In the data below, find every line with the word "name" and copy it out.

----------

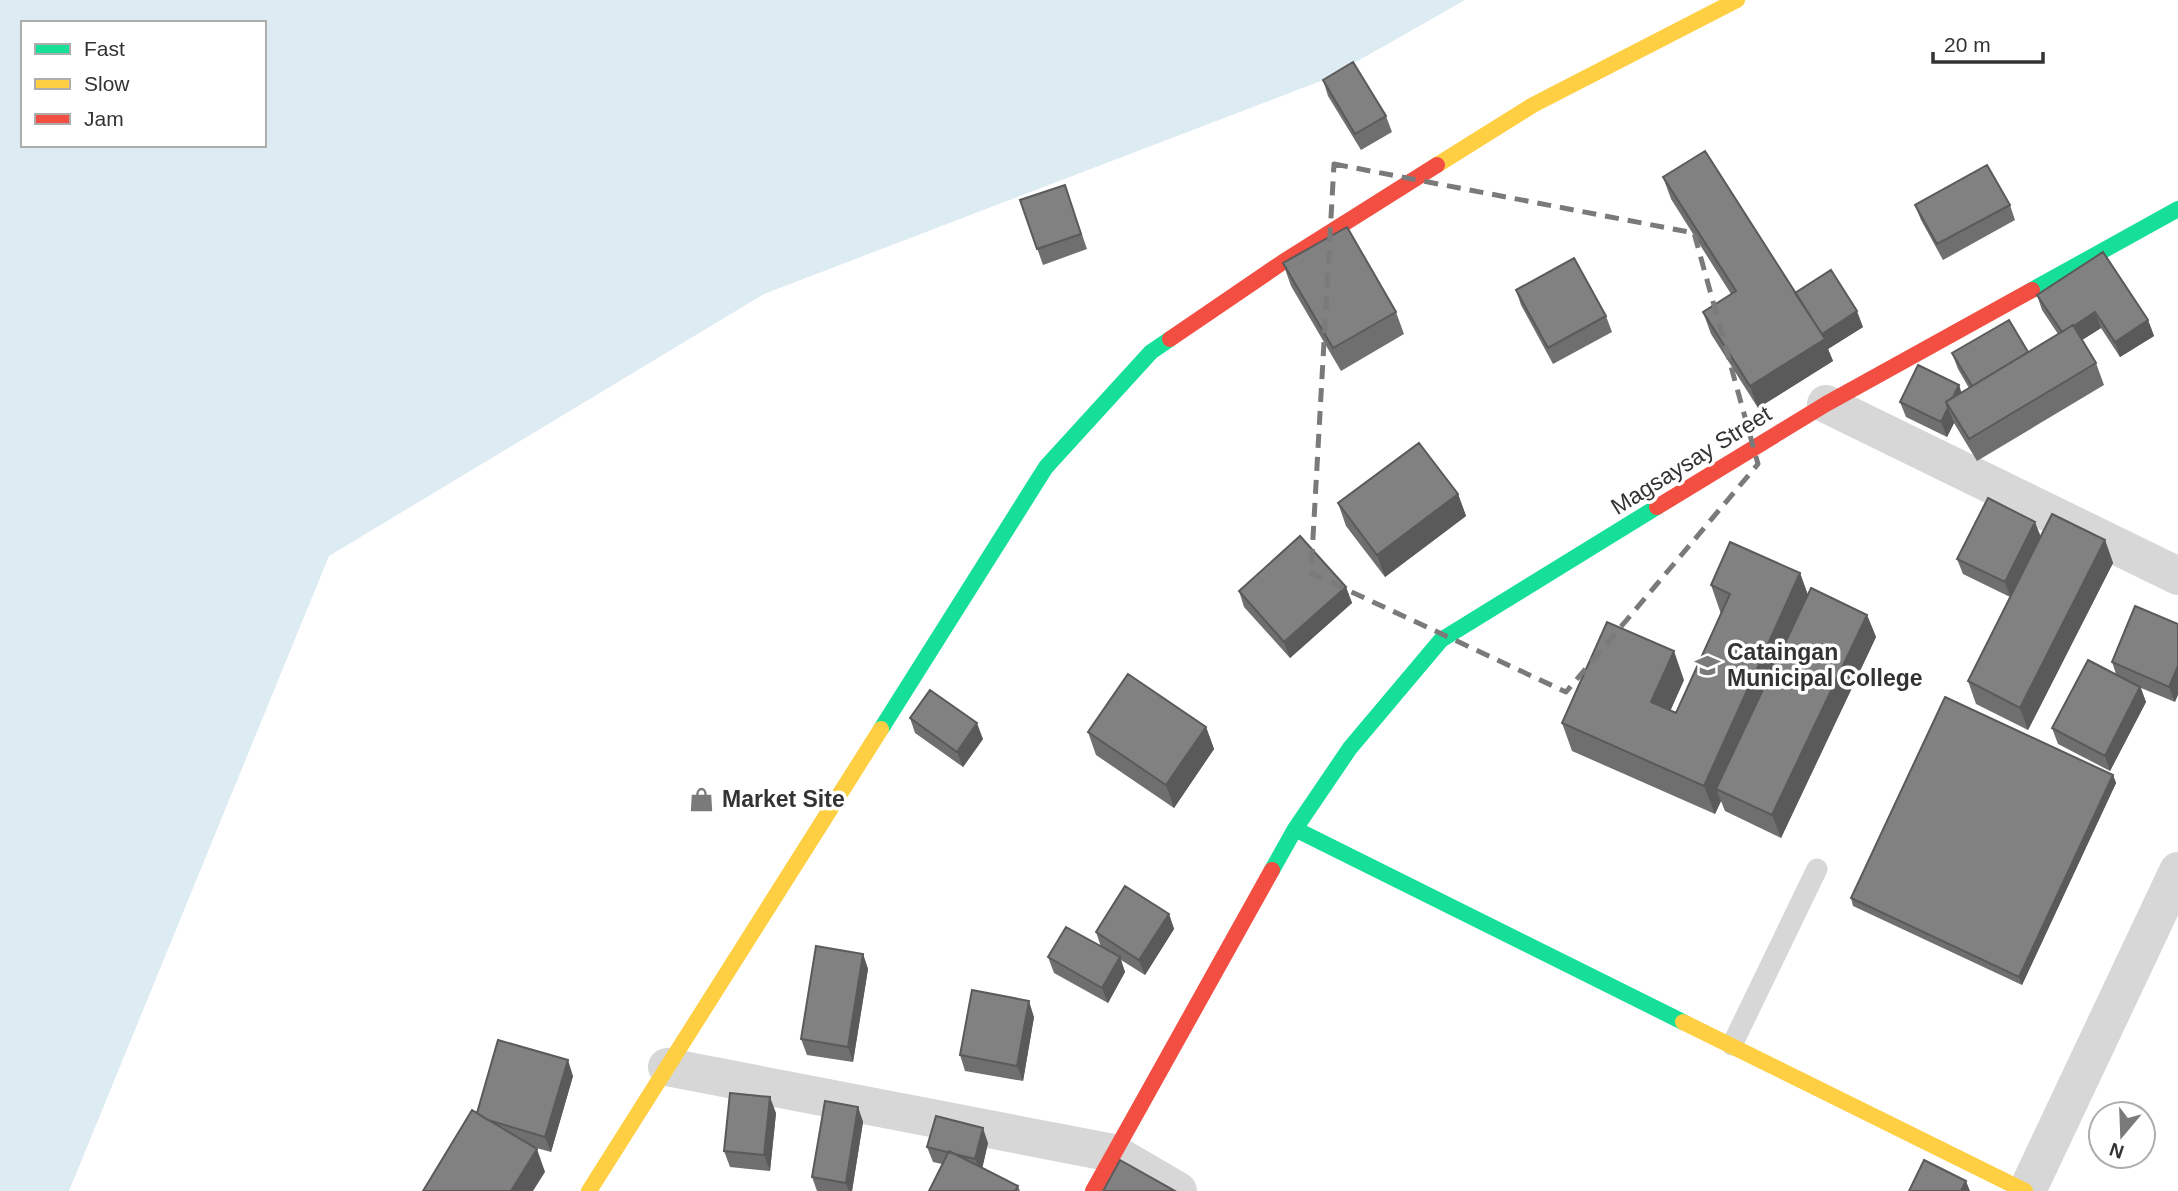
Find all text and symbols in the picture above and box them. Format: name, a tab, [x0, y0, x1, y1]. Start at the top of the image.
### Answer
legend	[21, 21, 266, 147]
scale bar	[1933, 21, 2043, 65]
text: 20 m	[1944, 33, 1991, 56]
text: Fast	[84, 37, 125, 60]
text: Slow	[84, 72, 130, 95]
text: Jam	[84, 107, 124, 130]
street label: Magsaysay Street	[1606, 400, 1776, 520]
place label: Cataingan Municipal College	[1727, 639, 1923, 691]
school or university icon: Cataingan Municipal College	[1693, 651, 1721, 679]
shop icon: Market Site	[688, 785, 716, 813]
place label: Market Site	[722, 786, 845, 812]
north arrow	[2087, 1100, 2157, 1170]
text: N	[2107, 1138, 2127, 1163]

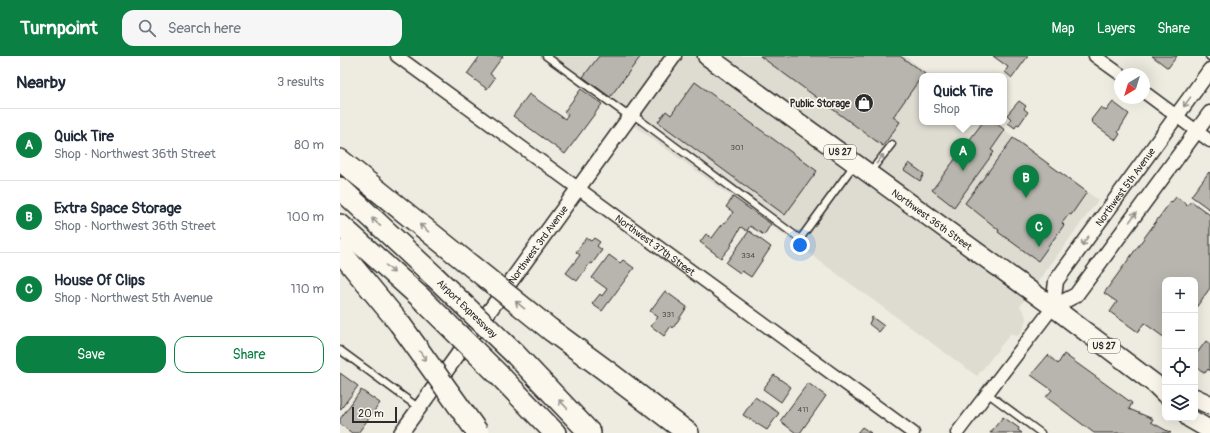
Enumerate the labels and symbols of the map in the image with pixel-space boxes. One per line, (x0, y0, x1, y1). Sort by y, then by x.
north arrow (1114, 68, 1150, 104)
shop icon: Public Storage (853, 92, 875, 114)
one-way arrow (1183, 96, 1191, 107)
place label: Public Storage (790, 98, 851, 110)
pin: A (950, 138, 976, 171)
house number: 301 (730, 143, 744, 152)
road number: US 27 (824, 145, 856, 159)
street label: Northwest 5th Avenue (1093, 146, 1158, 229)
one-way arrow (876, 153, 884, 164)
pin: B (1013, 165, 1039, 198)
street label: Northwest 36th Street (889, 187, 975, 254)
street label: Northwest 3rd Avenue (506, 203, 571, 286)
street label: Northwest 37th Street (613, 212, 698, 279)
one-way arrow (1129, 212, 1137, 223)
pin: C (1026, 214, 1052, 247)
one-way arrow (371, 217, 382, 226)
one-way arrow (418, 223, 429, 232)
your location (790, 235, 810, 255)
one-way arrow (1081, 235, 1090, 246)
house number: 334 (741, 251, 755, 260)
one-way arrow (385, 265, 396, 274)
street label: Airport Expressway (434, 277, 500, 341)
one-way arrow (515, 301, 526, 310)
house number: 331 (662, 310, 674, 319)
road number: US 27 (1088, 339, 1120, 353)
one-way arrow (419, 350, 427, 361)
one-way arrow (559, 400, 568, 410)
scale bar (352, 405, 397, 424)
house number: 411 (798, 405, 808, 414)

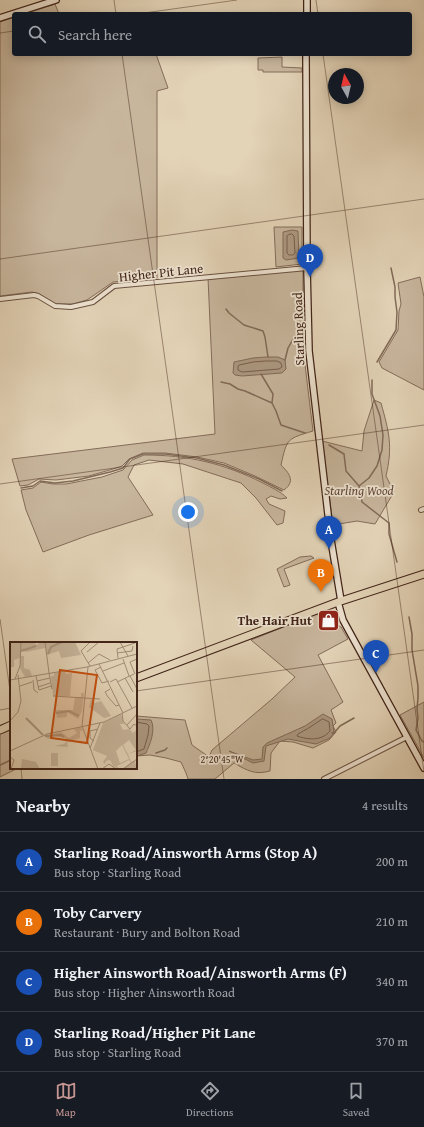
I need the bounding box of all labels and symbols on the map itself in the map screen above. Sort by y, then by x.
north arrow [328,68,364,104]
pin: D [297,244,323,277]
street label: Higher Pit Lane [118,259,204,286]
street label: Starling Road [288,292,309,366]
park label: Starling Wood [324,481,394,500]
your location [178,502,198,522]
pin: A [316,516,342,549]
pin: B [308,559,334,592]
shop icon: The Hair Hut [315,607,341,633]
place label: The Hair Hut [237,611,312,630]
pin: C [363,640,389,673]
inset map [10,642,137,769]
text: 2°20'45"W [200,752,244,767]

----------

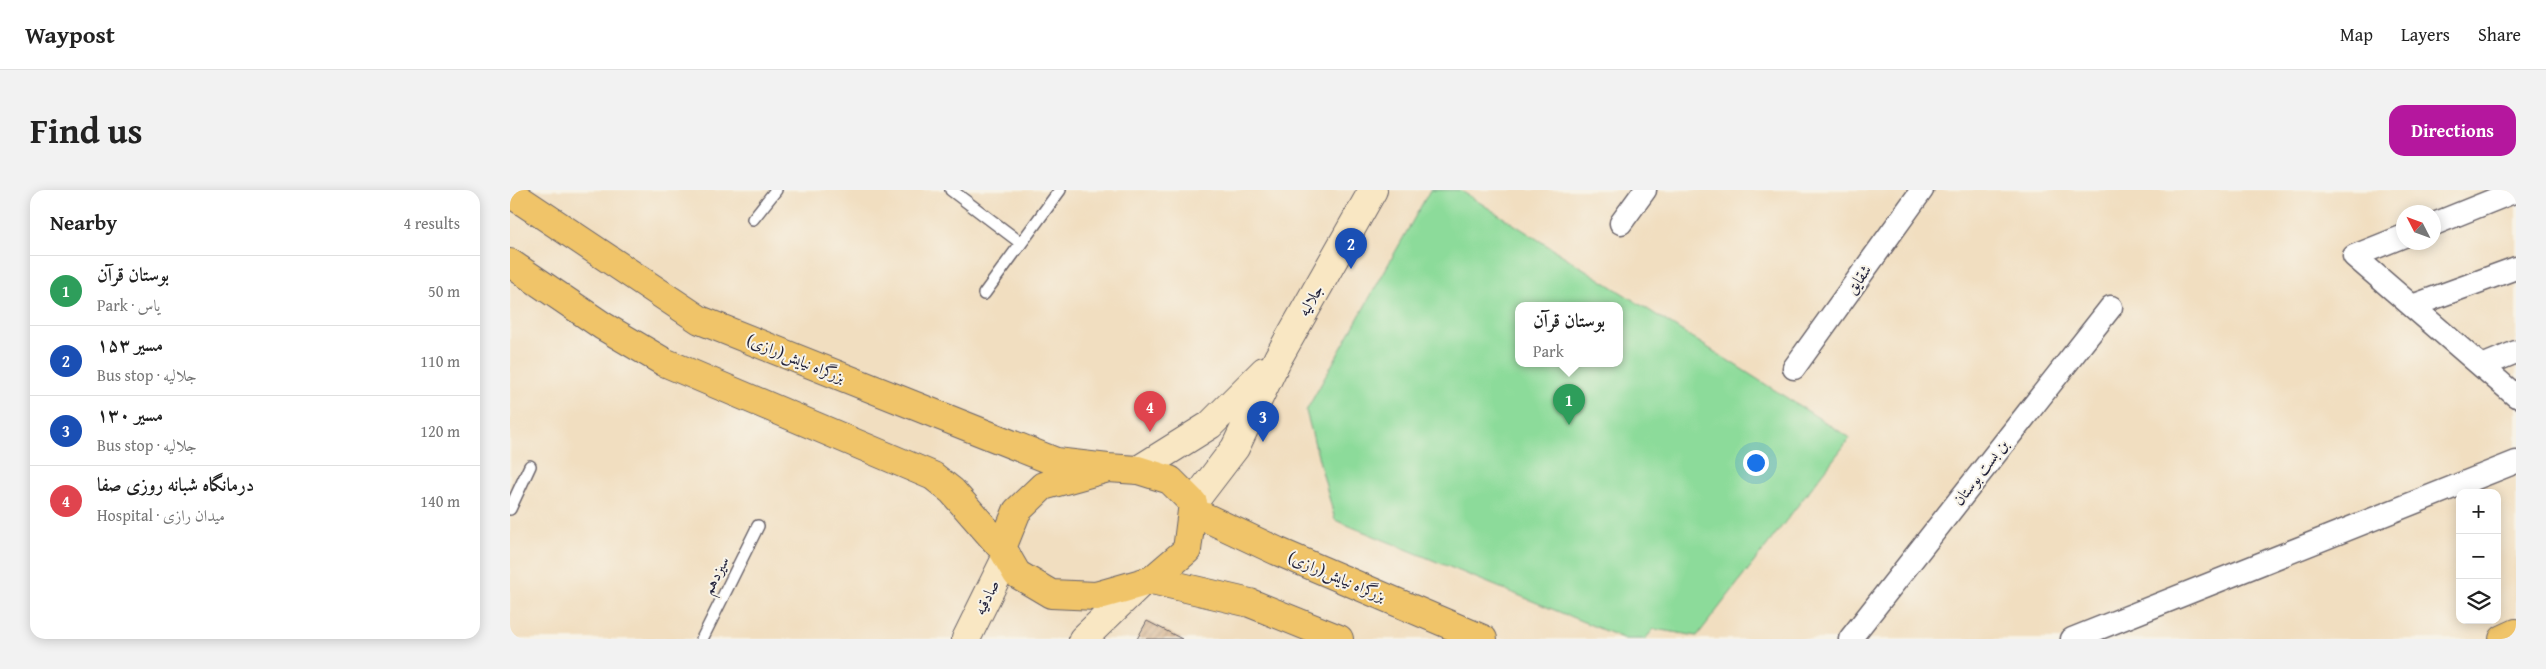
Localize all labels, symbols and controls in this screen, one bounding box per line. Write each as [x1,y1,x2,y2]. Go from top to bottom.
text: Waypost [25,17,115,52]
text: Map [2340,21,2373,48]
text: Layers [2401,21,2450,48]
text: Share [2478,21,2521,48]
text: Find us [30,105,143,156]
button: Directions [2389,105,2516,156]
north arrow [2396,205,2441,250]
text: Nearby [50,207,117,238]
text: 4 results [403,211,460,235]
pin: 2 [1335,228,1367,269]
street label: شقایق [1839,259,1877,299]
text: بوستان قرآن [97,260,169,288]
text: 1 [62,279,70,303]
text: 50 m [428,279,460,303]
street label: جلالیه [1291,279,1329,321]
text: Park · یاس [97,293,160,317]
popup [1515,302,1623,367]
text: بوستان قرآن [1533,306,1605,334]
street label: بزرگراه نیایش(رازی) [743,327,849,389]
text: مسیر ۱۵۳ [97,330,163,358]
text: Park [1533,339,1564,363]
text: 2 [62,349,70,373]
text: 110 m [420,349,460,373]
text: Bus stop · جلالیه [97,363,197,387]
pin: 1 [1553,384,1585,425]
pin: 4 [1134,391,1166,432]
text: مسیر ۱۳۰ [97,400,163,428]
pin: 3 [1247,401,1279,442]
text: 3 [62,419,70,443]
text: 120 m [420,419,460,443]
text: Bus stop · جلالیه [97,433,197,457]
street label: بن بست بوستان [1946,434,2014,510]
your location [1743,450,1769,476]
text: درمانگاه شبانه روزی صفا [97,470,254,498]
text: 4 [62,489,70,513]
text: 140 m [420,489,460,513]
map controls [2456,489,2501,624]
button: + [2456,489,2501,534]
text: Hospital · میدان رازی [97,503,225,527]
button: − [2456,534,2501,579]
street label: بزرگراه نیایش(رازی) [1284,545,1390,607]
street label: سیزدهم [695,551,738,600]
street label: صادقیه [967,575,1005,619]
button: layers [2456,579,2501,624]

----------

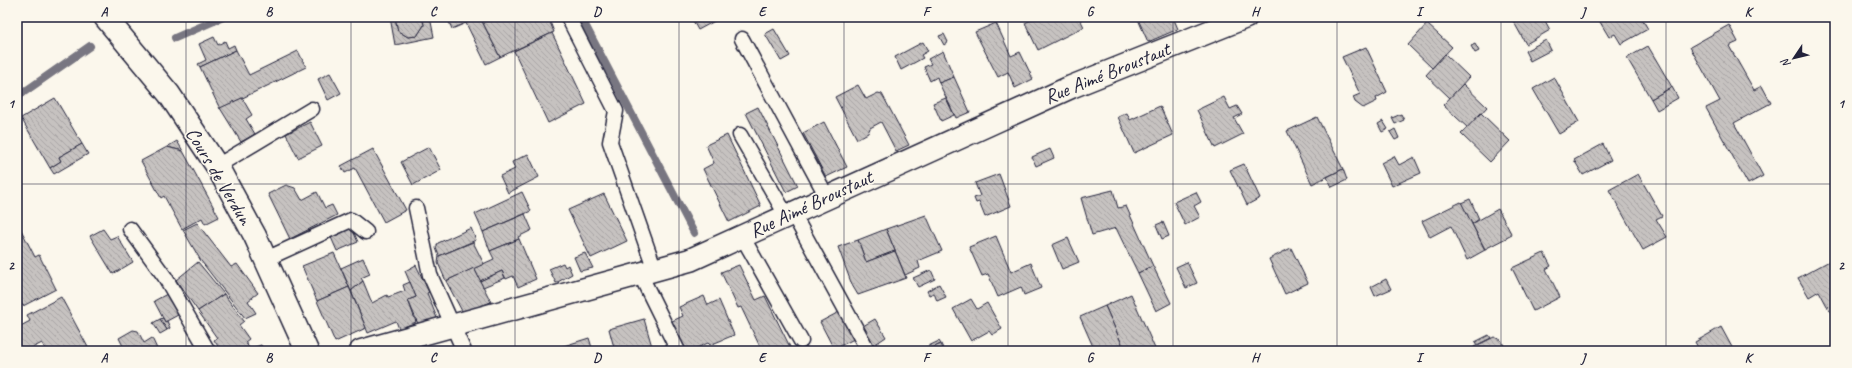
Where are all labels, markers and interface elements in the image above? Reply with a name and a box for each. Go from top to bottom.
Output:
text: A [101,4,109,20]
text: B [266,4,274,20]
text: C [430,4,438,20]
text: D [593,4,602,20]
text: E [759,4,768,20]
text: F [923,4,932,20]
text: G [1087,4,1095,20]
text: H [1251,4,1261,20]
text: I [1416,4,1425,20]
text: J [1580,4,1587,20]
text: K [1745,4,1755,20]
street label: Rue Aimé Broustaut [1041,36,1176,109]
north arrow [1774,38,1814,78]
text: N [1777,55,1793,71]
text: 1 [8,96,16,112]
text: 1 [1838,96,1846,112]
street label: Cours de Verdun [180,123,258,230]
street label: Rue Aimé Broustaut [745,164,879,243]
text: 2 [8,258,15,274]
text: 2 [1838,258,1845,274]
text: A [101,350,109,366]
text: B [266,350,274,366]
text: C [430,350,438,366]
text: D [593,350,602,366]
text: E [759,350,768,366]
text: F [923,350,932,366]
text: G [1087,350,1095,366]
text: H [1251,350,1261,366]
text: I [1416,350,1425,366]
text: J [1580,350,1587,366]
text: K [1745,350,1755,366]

----------

Task solution:
Find all text and symbols in the picture above and box them. Format: name, a tab, [x0, y0, x1, y1]. Start at the top of the image.
Where are all labels, markers and interface elements in the image above? Reply with a name and a box for each. Go from top to bottom.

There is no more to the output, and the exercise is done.